In 2019, PDP held very hot, very open primaries in Port Harcourt, under the watchful glare of Governor Nyesom Wike. The ticket was zoned to the North; twelve aspirants contested; Atiku Abubakar won while Wike-backed Governor Aminu Tambuwal came second. And then, ahead of the 2023 elections, both APC and PDP held spectacularly open indirect primaries in Abuja. APC witnessed a hot contest between Bola Tinubu, his former protégé and sitting vice president Yemi Osinbajo and former Transport Minister Rotimi Amaechi, among many others.
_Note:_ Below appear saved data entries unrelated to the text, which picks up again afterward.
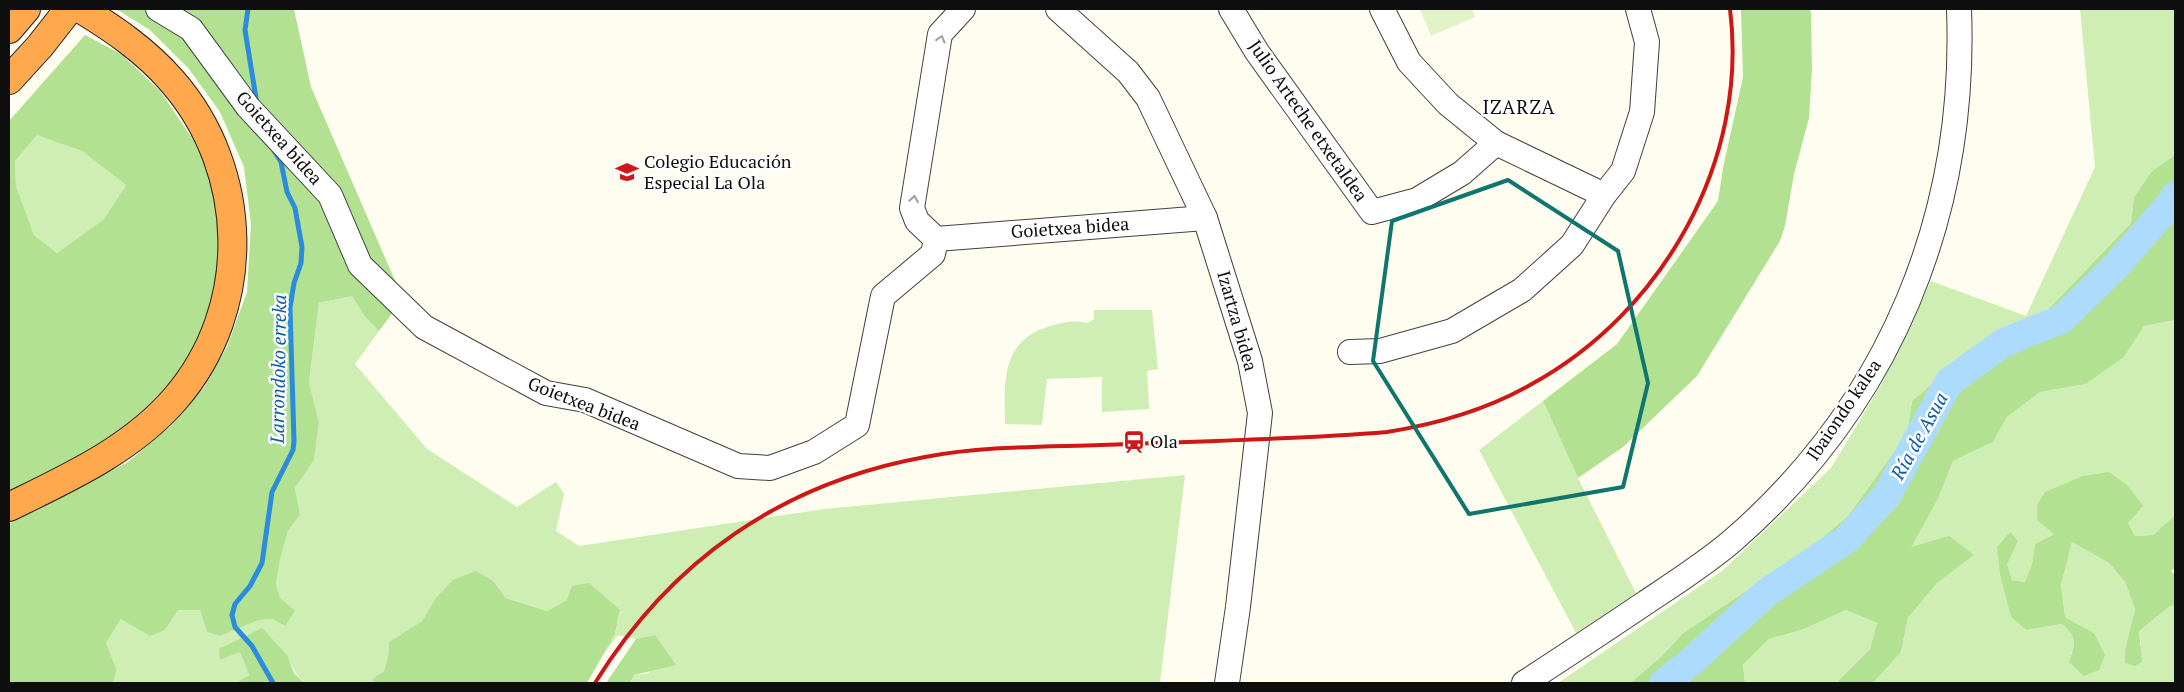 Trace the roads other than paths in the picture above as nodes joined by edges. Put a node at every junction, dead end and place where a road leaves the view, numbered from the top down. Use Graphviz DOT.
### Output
graph roads {
  1 [pos="70,9"];
  2 [pos="80,9"];
  3 [pos="158,9"];
  4 [pos="963,9"];
  5 [pos="1058,9"];
  6 [pos="1231,9"];
  7 [pos="1382,9"];
  8 [pos="1638,9"];
  9 [pos="1959,9"];
  10 [pos="9,80"];
  11 [pos="1496,143"];
  12 [pos="1604,195"];
  13 [pos="1205,218"];
  14 [pos="936,239"];
  15 [pos="1350,352"];
  16 [pos="9,507"];
  17 [pos="1227,683"];
  18 [pos="1524,683"];
  1 -- 10 [label="highway"];
  2 -- 16 [label="highway"];
  3 -- 14 [label="street, Goietxea bidea"];
  14 -- 4 [label="street, one-way"];
  5 -- 13 [label="street, Izartza bidea"];
  6 -- 11 [label="street, Julio Arteche etxetaldea"];
  7 -- 11 [label="street"];
  8 -- 12 [label="street"];
  9 -- 18 [label="street, Ibaiondo kalea"];
  11 -- 12 [label="street"];
  12 -- 15 [label="street"];
  13 -- 14 [label="street, Goietxea bidea"];
  13 -- 17 [label="street, Izartza bidea"];
}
PDP too upheld its tradition of open indirect primaries with Atiku Abubakar beating a crowded field of aspirants, the most potent [and subsequently, the most unforgiving] being then Rivers State Governor Nyesom Wike.
APC’s current consensus choice of party candidates may have produced a peace of the graveyard. Every serious guber, senatorial or other aspirant must have been working for many years to position himself or herself for what they thought was the upcoming contest. In Nigerian politics, that usually means spending a lot of money, attending every wedding and every funeral, visiting every sick constituent, donating to every cause worthy and unworthy, building many social and religious edifices, genuflecting before every power broker and every traditional ruler, dining in the same bowl together with thugs and ruffians, listening patiently to the instructions of every cleric and babalawo and obeying his orders to bring everything from the urine of a buffalo to the eye lashes of a giraffe, sneak into a cemetery and insert your leg overnight inside a fresh grave, or even, sneak into a market square at midnight and rape a mad woman.
A person who has done all or most of these, is suddenly told at the last minute that he has been schemed out by consensus in favour of the son of a kingmaker, will he take kindly to it? How about the party activists who have been waiting impatiently for three years for the primary campaign season to begin, when they will eat their fill? You mean they should stand askance while many aspirants zip up their pockets and there is no money to splash around?
Why is it that this time around, the ruling party is holding almost all its primaries at all levels by consensus? Similar to Jimmy Carter’s Why Not The Best campaign booklet, a Renewed Hope campaign booklet was published in 2022-23. To borrow from Time magazine’s story headline, Why Not Renewed Hope primaries?